Option 1 (Omega Mesh but altered): the Omega mesh will not resize down to my wrist size (my wrist is very small for a guy: around 6 1/4" to 6 1/2", typically, for watches that are a bit less heavy, i wear mine a bit loose so i'm closer to 6 3/4", but for heavier watches, too loose is not a good thing, as we all know). the only option, if i insist on using the Omega mesh, will be to purchase one, and have it cut at the buckle side since the lug side is tapered. not a great option, as it would surely reduce the value of the mesh, but that will allow me to wear and enjoy the mesh bracelet and have that "look" on my Ploprof - which would be worth the value of the mesh bracelet.

Option 2 (Omega Rubber): another option would be to buy the original Omega rubber Ploprof strap (black rubber with square holes) which has a gorgeous tang buckle and a very wide center piece. unfortunately, this simple rubber strap is very costly, and in my opinion, as attractive as it is for a rubber strap, it is not as good a "buy" as the Omega mesh for the same money, essentially.

Option 3 (Omega 3-link): i can also just stick with the 3-link bracelet that comes with my Ploprof - that was actually an option originally, so it is correct as one of the the available options. i simply don't like the look that much.

Option 4 (Non Omega): lastly, i can try to find non-Omega straps and/or bracelets. while i saw a yellow rubber diving bracelet that would look sharp with the Ploprof (yellow rubber was also, surprisingly, an option back then for the Ploprof, but it was rare and only appeared on very few ads). it's too bad that that particular yellow rubber diving strap only comes in a very long length, not suitable for me.

any suggestions/advice? thanks in advance!


----------



## chrisb (Feb 26, 2003)

Hi & welcome,

With a wrist that size, I should just be glad to get anything that will hold the Ploprof onto it.

Metal may not be an option at all.

Maybe try the Rhino/zulu/beefy nylon straps to ensure that you can wear it.

Colin (Nalu) should have a good idea about this


----------



## jasonm (Nov 22, 2003)

Many congratulations on getting the PP!!!









A iconic dive watch, Im sure we would all love to see the pictures


----------



## chrisb (Feb 26, 2003)

Upon re reading my post, it looks a bit "put downish", I can assure you that it wasn't intended that way


----------



## eieio (Jul 29, 2006)

Anyone might have a picture of the Omega Mesh bracelet (extreme close up) at the buckle/clasp end so i can show my watchmaker and see if he can cut/alter it in order to shorten it?

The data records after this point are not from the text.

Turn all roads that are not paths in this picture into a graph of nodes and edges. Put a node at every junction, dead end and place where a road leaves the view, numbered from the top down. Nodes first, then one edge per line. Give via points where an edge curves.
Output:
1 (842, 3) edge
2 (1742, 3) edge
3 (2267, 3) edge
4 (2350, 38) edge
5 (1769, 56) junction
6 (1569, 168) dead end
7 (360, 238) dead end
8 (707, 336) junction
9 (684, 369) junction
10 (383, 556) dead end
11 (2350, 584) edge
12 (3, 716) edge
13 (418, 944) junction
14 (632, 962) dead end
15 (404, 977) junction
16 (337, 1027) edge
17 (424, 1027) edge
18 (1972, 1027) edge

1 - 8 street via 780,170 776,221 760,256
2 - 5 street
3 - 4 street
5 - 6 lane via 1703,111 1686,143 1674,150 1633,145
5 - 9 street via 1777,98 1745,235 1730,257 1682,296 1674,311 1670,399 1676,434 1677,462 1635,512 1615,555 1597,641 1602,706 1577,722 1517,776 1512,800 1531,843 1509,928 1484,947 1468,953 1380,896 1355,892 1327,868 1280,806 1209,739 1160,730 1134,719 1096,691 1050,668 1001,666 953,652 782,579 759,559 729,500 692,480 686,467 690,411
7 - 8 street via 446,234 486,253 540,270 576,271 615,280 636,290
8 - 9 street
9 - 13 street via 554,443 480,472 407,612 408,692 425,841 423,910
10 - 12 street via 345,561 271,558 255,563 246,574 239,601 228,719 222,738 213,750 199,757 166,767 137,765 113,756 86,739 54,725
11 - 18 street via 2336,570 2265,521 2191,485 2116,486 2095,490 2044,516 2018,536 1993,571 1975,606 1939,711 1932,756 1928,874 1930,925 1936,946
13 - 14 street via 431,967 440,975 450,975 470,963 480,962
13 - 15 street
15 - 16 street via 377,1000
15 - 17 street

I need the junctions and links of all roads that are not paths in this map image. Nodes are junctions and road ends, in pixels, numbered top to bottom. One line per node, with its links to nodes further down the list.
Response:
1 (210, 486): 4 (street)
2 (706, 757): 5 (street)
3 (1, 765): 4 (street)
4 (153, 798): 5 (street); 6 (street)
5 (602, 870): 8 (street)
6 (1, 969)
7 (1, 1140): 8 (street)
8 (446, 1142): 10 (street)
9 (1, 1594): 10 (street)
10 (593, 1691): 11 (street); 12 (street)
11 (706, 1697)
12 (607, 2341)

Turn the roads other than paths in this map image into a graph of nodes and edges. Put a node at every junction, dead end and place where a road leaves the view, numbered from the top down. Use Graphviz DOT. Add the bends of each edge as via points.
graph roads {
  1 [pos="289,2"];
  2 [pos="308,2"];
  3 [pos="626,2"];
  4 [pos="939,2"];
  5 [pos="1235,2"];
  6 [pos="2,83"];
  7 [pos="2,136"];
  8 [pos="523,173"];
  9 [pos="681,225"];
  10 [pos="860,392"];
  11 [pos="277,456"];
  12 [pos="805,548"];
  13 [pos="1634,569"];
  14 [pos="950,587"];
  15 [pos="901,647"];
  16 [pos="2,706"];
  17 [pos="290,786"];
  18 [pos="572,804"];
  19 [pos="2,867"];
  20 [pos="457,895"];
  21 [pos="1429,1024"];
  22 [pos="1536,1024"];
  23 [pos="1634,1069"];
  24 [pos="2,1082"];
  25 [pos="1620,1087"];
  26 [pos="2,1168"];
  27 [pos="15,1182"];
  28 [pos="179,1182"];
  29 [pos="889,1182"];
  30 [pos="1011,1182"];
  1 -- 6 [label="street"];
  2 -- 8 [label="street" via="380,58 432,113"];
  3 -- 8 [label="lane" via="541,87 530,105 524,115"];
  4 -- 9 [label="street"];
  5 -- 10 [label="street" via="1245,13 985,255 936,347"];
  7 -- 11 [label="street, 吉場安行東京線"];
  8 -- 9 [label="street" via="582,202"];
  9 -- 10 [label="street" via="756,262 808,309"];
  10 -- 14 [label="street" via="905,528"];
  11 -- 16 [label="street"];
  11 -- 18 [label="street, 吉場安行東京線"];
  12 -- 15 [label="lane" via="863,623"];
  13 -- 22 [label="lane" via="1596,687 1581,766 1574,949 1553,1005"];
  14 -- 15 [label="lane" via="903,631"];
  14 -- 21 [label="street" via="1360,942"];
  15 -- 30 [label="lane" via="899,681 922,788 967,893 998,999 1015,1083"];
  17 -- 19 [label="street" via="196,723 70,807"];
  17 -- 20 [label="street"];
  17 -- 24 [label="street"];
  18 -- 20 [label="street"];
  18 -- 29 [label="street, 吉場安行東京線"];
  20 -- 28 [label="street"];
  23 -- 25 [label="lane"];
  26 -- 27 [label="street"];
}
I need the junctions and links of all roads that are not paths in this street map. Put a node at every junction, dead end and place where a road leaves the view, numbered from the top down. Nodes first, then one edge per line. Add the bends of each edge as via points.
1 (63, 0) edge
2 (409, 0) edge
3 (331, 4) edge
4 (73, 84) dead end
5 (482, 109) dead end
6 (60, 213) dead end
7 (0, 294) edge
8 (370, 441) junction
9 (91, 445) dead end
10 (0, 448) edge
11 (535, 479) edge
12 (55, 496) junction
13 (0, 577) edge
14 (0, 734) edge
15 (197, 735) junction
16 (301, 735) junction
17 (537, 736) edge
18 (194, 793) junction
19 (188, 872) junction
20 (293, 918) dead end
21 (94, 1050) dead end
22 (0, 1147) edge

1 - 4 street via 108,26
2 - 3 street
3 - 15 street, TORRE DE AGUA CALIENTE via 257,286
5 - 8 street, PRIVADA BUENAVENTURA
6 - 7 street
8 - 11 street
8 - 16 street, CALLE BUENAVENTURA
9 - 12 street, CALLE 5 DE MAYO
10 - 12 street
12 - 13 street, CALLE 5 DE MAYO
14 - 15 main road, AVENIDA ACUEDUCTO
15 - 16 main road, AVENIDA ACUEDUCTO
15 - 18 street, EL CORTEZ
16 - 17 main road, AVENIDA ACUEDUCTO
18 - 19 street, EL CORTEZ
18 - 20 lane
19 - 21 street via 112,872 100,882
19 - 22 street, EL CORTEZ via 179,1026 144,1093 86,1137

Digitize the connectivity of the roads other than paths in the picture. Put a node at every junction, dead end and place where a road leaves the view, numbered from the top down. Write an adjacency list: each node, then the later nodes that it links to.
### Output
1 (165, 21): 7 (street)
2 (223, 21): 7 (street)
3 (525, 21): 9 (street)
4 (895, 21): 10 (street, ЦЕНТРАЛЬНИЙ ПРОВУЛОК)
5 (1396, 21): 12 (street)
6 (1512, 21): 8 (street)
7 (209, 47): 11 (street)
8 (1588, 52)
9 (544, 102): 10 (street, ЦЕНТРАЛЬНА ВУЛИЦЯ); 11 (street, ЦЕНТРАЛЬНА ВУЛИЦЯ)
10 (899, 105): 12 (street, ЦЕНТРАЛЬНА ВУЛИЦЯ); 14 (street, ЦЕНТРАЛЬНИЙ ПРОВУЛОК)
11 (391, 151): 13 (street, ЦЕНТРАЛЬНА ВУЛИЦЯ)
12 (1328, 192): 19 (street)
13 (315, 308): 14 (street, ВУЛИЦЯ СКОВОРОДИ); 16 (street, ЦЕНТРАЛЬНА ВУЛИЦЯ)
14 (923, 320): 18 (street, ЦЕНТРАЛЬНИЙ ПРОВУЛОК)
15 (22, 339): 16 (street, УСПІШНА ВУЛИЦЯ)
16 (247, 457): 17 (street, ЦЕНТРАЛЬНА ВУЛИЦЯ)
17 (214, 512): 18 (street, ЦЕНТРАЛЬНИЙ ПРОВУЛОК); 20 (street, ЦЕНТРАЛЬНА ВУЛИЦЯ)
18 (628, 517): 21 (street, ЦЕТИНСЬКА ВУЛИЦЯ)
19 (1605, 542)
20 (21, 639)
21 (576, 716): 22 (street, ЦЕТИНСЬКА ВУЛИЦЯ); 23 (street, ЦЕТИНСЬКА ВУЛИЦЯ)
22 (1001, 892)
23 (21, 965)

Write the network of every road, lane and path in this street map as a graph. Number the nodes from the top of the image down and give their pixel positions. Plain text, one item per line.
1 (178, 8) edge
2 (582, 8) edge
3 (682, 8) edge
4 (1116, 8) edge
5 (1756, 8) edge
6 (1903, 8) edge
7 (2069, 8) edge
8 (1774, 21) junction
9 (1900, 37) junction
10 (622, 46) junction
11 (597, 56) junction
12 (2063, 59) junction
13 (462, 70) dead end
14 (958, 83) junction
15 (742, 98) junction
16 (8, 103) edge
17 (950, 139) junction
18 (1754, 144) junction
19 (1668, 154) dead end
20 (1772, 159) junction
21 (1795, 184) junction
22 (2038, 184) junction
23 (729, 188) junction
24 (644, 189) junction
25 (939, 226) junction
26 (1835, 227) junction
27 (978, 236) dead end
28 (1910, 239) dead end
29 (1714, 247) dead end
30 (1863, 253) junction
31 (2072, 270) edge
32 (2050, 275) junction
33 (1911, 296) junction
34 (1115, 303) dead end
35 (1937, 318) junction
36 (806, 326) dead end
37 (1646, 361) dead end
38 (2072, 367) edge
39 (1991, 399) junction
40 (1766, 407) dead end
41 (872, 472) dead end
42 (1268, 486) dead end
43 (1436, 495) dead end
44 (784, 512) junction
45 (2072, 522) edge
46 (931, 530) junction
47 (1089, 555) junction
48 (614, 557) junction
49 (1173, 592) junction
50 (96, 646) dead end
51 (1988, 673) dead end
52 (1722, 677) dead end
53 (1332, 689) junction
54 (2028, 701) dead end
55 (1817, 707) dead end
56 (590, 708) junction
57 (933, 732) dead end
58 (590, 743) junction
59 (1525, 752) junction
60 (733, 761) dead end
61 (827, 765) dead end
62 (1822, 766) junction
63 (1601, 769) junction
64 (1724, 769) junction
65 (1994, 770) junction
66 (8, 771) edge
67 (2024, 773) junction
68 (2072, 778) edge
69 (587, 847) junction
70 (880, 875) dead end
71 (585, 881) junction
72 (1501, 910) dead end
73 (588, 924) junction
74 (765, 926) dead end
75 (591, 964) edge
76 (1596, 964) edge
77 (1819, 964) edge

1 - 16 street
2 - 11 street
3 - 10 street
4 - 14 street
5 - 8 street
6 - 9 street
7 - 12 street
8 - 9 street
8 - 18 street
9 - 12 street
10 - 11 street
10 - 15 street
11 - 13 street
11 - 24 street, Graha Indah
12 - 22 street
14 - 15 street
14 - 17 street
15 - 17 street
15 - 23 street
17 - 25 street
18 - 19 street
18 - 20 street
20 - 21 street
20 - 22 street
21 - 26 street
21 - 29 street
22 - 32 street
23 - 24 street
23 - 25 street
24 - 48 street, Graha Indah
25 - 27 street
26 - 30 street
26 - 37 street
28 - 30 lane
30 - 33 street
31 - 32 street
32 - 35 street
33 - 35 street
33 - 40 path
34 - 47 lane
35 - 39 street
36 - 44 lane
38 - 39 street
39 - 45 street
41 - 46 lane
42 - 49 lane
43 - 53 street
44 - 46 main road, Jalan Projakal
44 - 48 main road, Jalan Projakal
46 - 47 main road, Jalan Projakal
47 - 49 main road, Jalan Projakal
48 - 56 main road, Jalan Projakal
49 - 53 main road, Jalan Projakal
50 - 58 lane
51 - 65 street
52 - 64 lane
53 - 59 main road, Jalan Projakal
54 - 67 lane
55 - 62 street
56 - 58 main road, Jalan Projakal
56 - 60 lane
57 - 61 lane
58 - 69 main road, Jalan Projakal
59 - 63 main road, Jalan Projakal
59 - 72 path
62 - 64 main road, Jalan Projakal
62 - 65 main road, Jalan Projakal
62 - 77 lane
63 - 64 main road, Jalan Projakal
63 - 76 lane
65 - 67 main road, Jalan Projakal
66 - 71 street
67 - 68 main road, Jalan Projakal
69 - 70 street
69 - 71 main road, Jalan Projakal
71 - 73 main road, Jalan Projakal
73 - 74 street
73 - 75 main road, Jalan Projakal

otherwise, i'd have to purchase one just to let him see it!

many thanks in advance.


----------



## JonW (Mar 23, 2005)

There are braclet pics in my SM300 thread in general.. same ends afaik.


----------



## eieio (Jul 29, 2006)

JonW said:


> There are braclet pics in my SM300 thread in general.. same ends afaik.


Hello Jon,

thanks for posting a reply.

i'm very new to this forum but as i have discovered, i cannot send emails nor see your profile "cards" nor do any searches until i reach 50 postings or something like that.

i'm temporarily very limited here so i cannot search for and find your threads/postings re: the Omega mesh bracelets for your Omega 120 watch.

if you can, please email me directly! in the other forum, my email is available and my username is: eieioeieio

that other forum is t_mez_ne.com so you can find my email.

thank you for trying to help, much appreciated.


----------



## JonW (Mar 23, 2005)

it was only 7 pages in on the General forum... heres a link, to the exact page with the pics..

http://www.rltwatches.co.uk/forums/index.p...15171&st=30


----------



## eieio (Jul 29, 2006)

JonW said:


> it was only 7 pages in on the General forum... heres a link, to the exact page with the pics..
> 
> http://www.rltwatches.co.uk/forums/index.p...15171&st=30


Thx!! Jon. very nice pictures in that thread.


----------